Cost reporting at the moment only works with retail azure pricing, and hence may not reflect actual customer invoices.

To generate cost reports for a given time period:

 azslurm cost -s 2023-03-01 -e 2023-03-31 -o march-2023

This will create a directory march-2023 and generate csv files containing costs for jobs and partitions.

[root@slurm301-2-scheduler ~]# ls march-2023/
jobs.csv  partition.csv  partition_hourly.csv

jobs.csv : contains costs per job based on jobs runtime. Currently running jobs are included.
partition.csv: contains costs per partition, based total usage in each partition. For partitions, such as dynamic partitions where multiple VM sizes can be included, it includes a row for each VM size.
partition_hourly.csv: contains csv report for each partition on an hourly basis.

Some basic formatting support includes customizing fields in the jobs report that are appended from sacct data. Cost reporting fields such as sku_name,region,spot,meter,meterid,metercat,rate,currency,cost are always appended but slurm fields from sacct can be customizable. Any field available in sacct -e is valid. To customize formatting:

azslurm cost -s 2023-03-01 -e 2023-03-31 -o march-2023 -f account,cluster,jobid,jobname,reqtres,start,end,state,qos,priority,container,constraints,user

This will append the supplied formatting options to cost reporting fields, and produce the jobs csv file with following columns:

account,cluster,jobid,jobname,reqtres,start,end,state,qos,priority,container,constraints,user,sku_name,region,spot,meter,meterid,metercat,rate,currency,cost

Formatting is only available for jobs and not for partition and partition_hourly data.
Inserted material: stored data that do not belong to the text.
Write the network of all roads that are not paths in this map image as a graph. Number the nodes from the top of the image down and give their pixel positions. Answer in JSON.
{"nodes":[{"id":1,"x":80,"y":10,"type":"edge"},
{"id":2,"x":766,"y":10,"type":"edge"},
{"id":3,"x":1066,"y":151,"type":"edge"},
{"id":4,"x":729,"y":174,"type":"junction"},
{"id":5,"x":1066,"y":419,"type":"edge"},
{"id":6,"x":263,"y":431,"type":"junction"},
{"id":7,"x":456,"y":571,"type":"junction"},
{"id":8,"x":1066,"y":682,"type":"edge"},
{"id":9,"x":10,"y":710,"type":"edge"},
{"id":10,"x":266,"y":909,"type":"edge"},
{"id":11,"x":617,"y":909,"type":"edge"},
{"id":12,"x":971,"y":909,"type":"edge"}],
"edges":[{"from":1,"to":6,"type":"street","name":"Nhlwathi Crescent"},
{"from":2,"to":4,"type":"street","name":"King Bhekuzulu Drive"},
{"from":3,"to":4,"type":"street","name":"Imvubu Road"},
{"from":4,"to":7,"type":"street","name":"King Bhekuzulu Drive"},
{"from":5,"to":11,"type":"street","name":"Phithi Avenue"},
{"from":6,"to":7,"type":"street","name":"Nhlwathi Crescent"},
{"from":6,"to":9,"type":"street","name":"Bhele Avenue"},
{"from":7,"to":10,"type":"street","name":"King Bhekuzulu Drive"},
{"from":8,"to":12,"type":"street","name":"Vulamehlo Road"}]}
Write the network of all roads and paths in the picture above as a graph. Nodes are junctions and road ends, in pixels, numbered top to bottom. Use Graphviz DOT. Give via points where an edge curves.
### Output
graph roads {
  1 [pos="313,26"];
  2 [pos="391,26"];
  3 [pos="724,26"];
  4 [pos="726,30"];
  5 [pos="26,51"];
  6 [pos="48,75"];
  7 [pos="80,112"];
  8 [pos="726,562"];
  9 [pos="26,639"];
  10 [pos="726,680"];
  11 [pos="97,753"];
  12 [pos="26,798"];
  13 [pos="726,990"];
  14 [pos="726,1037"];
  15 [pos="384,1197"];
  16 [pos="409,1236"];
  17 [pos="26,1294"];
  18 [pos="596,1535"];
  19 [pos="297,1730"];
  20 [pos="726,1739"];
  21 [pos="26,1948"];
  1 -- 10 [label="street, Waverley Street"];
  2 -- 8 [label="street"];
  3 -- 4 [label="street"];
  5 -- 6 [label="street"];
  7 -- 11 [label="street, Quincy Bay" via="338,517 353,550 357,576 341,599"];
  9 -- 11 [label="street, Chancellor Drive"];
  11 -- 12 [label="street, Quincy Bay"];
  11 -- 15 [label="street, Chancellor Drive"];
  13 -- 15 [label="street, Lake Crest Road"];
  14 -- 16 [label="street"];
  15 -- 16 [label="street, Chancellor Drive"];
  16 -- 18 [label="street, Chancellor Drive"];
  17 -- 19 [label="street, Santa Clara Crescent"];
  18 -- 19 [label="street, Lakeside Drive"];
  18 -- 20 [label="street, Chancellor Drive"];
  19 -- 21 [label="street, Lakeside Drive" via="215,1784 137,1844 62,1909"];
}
Do note: azslurm cost relies on slurm's admincomment feature to associate specific vm_size and meter info for jobs.

Troubleshooting

UID conflicts for Slurm and Munge users

By default, this project uses a UID and GID of 11100 for the Slurm user and 11101 for the Munge user. If this causes a conflict with another user or group, these defaults may be overridden.

To override the UID and GID, click the edit button for both the scheduler node:

Alt

And for each nodearray, for example the htc array: Alt

and add the following attributes at the end of the Configuration section:

Alt

Incorrect number of GPUs

For some regions and VM sizes, some subscriptions may report an incorrect number of GPUs. This value is controlled in /opt/azurehpc/slurm/autoscale.json

The default definition looks like the following:

  "default_resources": [
    {
      "select": {},
      "name": "slurm_gpus",
      "value": "node.gpu_count"
    }
  ],

Note that here it is saying "For all VM sizes in all nodearrays, create a resource called slurm_gpus with the value of the gpu_count CycleCloud is reporting".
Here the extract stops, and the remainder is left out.